=== ABOUT THIS TASK ===
Select and copy out every line in the records containing "الرحمن".

=== DATA IN THIS EXERCISE ===
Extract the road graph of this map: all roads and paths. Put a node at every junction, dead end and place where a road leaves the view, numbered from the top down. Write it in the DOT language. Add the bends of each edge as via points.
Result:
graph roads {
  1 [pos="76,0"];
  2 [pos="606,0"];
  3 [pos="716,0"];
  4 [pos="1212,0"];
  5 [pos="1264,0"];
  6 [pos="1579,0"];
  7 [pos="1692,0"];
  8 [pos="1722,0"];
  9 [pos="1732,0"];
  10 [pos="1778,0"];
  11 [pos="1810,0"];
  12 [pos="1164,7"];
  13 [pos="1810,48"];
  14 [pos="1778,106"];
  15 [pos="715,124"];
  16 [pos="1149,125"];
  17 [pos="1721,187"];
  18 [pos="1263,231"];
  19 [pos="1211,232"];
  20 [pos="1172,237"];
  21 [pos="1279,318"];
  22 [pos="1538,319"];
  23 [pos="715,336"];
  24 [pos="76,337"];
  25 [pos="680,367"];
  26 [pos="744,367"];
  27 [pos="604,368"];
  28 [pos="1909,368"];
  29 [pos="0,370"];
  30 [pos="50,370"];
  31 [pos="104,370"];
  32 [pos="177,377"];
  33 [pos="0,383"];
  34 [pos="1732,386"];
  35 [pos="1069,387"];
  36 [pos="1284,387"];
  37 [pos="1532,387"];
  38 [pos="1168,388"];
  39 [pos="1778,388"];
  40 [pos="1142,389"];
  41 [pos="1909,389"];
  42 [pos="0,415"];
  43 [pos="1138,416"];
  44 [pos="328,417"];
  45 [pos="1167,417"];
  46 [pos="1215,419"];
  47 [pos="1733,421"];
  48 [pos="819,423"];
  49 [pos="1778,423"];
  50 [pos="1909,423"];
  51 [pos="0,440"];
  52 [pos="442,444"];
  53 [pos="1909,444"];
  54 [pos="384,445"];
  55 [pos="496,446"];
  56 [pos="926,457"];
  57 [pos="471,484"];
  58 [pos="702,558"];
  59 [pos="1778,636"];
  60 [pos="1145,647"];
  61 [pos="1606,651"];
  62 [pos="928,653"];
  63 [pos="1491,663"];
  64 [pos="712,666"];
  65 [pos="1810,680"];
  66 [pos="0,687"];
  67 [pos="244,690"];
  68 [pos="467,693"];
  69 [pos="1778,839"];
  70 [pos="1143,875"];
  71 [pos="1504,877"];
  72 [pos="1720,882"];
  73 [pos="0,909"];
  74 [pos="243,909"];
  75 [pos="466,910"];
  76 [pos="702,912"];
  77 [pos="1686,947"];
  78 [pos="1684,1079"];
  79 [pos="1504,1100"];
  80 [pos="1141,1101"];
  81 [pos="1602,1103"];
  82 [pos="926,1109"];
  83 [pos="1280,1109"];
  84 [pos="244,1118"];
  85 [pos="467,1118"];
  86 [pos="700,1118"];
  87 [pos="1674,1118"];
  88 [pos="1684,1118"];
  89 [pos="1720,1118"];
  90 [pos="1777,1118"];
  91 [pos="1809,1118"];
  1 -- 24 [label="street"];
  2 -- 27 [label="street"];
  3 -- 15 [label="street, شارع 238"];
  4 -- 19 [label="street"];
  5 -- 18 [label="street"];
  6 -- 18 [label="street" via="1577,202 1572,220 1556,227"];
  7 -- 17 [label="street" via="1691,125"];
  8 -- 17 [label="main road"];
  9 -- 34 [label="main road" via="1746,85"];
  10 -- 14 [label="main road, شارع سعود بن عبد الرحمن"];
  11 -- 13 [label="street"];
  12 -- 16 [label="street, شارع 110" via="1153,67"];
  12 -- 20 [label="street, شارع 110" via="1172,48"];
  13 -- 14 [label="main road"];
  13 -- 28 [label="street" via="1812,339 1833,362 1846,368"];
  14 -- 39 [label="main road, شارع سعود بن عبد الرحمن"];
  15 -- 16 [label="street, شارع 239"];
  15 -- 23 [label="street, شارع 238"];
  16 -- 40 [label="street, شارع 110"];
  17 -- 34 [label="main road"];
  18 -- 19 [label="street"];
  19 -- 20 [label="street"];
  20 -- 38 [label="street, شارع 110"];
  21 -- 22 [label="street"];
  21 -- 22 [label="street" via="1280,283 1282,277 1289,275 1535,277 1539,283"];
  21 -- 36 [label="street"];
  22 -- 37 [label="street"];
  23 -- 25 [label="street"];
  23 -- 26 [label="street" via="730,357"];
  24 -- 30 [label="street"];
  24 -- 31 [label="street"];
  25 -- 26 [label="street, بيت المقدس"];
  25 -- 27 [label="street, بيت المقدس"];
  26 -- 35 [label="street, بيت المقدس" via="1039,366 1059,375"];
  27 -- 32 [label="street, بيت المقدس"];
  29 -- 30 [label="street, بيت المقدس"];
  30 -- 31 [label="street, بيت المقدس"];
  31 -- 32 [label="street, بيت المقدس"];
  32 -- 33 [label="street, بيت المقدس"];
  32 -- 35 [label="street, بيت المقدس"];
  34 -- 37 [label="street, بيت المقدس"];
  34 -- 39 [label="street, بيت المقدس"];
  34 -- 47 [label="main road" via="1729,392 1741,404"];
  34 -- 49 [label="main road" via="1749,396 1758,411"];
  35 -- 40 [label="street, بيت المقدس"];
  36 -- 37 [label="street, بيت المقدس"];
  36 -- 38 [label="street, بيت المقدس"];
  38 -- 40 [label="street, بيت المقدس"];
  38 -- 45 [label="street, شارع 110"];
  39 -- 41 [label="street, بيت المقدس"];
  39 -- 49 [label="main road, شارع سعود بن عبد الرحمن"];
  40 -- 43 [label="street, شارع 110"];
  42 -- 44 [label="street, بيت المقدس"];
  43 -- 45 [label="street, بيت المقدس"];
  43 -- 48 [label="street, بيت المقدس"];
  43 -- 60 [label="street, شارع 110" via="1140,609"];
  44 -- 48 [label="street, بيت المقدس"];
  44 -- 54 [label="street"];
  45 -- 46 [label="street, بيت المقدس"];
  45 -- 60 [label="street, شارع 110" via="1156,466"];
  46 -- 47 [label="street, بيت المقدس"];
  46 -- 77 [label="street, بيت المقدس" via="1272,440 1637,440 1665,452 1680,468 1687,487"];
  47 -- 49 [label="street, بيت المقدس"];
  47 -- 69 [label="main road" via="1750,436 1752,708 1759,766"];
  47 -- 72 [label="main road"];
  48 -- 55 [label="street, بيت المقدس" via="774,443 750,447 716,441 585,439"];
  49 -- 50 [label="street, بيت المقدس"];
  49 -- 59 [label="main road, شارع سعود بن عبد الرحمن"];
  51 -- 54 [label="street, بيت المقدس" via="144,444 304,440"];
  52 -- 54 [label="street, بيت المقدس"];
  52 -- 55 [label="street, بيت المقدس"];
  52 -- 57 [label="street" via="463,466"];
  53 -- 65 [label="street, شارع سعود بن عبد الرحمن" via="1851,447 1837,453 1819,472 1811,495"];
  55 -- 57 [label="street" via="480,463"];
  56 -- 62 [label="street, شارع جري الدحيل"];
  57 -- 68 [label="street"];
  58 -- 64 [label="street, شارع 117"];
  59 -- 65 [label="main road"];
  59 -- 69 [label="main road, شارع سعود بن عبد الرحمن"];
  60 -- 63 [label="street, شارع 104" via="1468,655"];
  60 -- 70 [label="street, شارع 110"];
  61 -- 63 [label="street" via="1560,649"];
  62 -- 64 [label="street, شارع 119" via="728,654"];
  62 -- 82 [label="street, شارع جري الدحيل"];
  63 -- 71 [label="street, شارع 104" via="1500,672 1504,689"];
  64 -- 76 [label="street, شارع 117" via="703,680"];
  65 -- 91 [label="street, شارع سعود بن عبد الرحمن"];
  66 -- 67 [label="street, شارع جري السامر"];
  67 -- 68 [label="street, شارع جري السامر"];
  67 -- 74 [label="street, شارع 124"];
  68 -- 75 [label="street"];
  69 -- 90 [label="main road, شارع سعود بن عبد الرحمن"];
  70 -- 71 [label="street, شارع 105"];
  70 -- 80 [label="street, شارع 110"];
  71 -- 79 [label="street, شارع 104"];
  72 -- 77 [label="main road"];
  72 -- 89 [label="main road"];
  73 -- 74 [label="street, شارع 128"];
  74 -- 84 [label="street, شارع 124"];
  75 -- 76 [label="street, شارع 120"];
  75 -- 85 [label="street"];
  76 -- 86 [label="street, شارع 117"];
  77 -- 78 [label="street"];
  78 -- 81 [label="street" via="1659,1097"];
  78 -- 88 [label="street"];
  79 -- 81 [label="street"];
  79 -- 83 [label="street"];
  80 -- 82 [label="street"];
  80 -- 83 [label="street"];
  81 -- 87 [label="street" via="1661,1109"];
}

=== RESULT FOR THIS TASK ===
  10 -- 14 [label="main road, شارع سعود بن عبد الرحمن"];
  14 -- 39 [label="main road, شارع سعود بن عبد الرحمن"];
  39 -- 49 [label="main road, شارع سعود بن عبد الرحمن"];
  49 -- 59 [label="main road, شارع سعود بن عبد الرحمن"];
  53 -- 65 [label="street, شارع سعود بن عبد الرحمن" via="1851,447 1837,453 1819,472 1811,495"];
  59 -- 69 [label="main road, شارع سعود بن عبد الرحمن"];
  65 -- 91 [label="street, شارع سعود بن عبد الرحمن"];
  69 -- 90 [label="main road, شارع سعود بن عبد الرحمن"];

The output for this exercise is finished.